TASK DESCRIPTION
Write out, word for word, the part of the listing below that opens with the line containing "ring tip: (431, 426)" and closes with the line containing "ring pip: (711, 840)", keeping both of those lines and adding no others.

═══ DATA FOR THE TASK

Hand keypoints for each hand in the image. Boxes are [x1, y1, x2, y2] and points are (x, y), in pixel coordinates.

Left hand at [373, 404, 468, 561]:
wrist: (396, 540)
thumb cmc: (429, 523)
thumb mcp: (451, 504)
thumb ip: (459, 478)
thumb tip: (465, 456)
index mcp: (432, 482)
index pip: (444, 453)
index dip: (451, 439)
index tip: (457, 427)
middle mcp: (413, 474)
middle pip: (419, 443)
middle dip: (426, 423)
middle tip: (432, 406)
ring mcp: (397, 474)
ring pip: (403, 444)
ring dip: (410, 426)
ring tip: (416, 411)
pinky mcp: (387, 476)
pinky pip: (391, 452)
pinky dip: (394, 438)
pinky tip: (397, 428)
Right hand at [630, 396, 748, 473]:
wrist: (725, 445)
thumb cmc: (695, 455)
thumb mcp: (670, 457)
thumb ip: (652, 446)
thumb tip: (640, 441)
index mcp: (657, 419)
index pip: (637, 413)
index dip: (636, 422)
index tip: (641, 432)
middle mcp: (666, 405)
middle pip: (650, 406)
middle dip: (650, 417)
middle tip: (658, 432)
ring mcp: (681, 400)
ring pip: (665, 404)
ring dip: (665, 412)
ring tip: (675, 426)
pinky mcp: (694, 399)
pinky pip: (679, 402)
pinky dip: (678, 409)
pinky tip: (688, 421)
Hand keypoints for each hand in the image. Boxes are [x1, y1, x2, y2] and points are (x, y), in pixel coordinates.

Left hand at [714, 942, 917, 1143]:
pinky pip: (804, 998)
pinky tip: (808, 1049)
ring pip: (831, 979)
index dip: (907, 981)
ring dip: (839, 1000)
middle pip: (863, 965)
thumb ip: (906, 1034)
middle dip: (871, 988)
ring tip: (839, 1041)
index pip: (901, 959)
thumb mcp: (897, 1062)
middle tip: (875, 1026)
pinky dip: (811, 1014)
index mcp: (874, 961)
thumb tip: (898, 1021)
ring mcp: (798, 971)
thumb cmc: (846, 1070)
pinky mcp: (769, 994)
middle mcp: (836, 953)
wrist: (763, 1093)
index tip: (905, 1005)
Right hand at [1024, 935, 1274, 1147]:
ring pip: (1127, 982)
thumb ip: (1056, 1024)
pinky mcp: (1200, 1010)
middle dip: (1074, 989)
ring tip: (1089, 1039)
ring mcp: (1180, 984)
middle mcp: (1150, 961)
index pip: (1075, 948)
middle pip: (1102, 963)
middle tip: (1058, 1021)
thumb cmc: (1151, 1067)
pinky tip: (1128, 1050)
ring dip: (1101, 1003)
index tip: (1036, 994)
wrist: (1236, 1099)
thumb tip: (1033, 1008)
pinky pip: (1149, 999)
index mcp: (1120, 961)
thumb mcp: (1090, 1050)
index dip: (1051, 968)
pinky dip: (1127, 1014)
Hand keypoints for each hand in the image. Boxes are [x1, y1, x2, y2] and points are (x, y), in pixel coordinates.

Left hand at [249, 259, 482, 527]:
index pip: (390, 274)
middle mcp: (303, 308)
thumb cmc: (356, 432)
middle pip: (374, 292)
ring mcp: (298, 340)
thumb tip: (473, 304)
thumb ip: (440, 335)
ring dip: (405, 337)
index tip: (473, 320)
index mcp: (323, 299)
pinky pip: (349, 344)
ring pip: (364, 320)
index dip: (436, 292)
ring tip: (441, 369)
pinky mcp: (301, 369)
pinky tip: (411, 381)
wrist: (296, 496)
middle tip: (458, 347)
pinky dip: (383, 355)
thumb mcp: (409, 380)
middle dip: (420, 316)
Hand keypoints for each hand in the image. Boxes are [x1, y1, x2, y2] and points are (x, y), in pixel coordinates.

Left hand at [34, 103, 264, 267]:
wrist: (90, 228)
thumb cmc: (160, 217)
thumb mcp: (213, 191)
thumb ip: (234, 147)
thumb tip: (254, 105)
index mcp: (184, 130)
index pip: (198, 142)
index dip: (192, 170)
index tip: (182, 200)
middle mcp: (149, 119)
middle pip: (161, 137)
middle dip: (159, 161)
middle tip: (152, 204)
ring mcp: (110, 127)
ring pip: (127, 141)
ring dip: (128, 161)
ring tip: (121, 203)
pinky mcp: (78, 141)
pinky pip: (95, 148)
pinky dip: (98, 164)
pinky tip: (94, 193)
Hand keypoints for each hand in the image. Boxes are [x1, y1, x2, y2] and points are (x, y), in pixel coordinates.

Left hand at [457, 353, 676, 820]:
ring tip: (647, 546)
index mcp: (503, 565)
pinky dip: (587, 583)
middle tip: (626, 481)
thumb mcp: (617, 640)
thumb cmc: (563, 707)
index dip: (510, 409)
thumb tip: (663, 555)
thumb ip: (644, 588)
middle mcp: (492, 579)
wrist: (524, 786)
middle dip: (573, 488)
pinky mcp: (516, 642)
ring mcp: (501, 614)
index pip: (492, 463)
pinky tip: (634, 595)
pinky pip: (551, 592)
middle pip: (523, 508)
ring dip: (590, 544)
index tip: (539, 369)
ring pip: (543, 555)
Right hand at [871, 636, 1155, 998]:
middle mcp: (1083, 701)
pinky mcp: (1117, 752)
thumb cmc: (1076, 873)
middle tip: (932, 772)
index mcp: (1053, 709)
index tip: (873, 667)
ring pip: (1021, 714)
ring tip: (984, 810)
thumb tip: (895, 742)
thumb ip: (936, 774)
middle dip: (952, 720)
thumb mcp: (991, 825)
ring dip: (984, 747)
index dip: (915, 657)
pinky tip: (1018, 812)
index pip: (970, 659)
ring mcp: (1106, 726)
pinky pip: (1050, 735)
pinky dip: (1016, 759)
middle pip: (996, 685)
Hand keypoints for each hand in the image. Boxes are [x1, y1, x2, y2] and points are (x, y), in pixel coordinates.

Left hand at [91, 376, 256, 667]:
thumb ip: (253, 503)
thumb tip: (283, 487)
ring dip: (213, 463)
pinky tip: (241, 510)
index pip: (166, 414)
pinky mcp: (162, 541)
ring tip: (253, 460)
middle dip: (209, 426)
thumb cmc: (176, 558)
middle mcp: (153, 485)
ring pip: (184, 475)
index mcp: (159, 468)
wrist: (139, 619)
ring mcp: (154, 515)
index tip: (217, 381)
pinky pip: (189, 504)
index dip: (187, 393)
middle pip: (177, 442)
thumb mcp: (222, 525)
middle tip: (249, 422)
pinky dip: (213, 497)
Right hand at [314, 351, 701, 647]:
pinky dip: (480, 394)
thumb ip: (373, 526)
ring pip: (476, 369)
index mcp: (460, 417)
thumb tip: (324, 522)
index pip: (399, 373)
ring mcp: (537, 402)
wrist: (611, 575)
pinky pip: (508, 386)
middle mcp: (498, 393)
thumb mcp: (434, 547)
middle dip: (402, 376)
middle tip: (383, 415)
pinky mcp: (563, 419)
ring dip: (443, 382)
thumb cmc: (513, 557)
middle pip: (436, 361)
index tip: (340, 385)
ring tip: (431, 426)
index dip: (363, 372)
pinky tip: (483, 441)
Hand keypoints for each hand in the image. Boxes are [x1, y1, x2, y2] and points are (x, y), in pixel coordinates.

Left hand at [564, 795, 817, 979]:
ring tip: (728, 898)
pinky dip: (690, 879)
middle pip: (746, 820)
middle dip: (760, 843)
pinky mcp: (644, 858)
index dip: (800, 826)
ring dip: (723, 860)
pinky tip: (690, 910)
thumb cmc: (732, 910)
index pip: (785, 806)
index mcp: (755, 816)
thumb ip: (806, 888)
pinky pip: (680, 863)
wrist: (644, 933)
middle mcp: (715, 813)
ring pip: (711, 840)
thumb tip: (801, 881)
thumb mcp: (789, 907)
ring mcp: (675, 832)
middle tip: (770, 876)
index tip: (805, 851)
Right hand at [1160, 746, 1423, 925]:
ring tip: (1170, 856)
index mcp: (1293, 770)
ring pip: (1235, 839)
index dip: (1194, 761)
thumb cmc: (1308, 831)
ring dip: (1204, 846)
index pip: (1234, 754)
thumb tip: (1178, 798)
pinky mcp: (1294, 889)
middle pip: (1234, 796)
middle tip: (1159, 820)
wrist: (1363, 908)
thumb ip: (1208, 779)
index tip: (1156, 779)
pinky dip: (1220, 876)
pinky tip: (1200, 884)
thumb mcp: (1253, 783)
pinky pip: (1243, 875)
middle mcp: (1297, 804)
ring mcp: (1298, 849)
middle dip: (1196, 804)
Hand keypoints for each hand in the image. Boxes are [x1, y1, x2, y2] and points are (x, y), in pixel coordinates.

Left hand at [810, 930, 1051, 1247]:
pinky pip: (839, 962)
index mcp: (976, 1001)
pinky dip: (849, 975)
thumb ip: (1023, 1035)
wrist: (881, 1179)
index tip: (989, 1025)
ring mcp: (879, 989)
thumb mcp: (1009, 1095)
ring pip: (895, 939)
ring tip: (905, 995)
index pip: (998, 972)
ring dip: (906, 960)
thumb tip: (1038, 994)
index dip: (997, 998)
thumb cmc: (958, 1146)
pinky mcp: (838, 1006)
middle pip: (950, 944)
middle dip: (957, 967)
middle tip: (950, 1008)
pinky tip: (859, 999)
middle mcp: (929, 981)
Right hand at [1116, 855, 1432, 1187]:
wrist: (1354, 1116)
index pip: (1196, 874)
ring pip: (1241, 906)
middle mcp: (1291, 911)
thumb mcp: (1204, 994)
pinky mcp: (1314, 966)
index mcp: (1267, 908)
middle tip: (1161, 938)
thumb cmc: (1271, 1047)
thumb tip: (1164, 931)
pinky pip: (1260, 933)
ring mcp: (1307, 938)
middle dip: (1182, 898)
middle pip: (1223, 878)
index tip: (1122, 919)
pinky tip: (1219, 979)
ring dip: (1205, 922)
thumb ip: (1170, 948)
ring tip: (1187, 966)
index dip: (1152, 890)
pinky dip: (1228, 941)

══════

SOLVED EXERCISE
ring tip: (431, 426)
index dip: (363, 372)
pinky tip: (483, 441)
Hand keypoints for each hand in the image. Boxes are [x1, y1, x2, y2] and points are (x, y), in pixel coordinates.

Left hand at [564, 795, 817, 979]:
ring tip: (728, 898)
pinky dip: (690, 879)
middle pip: (746, 820)
middle dip: (760, 843)
pinky mcp: (644, 858)
index dip: (800, 826)
ring dip: (723, 860)
pinky tip: (690, 910)
thumb cmc: (732, 910)
index pip: (785, 806)
index mcp: (755, 816)
thumb ip: (806, 888)
pinky pip: (680, 863)
wrist: (644, 933)
middle mcp: (715, 813)
ring pip: (711, 840)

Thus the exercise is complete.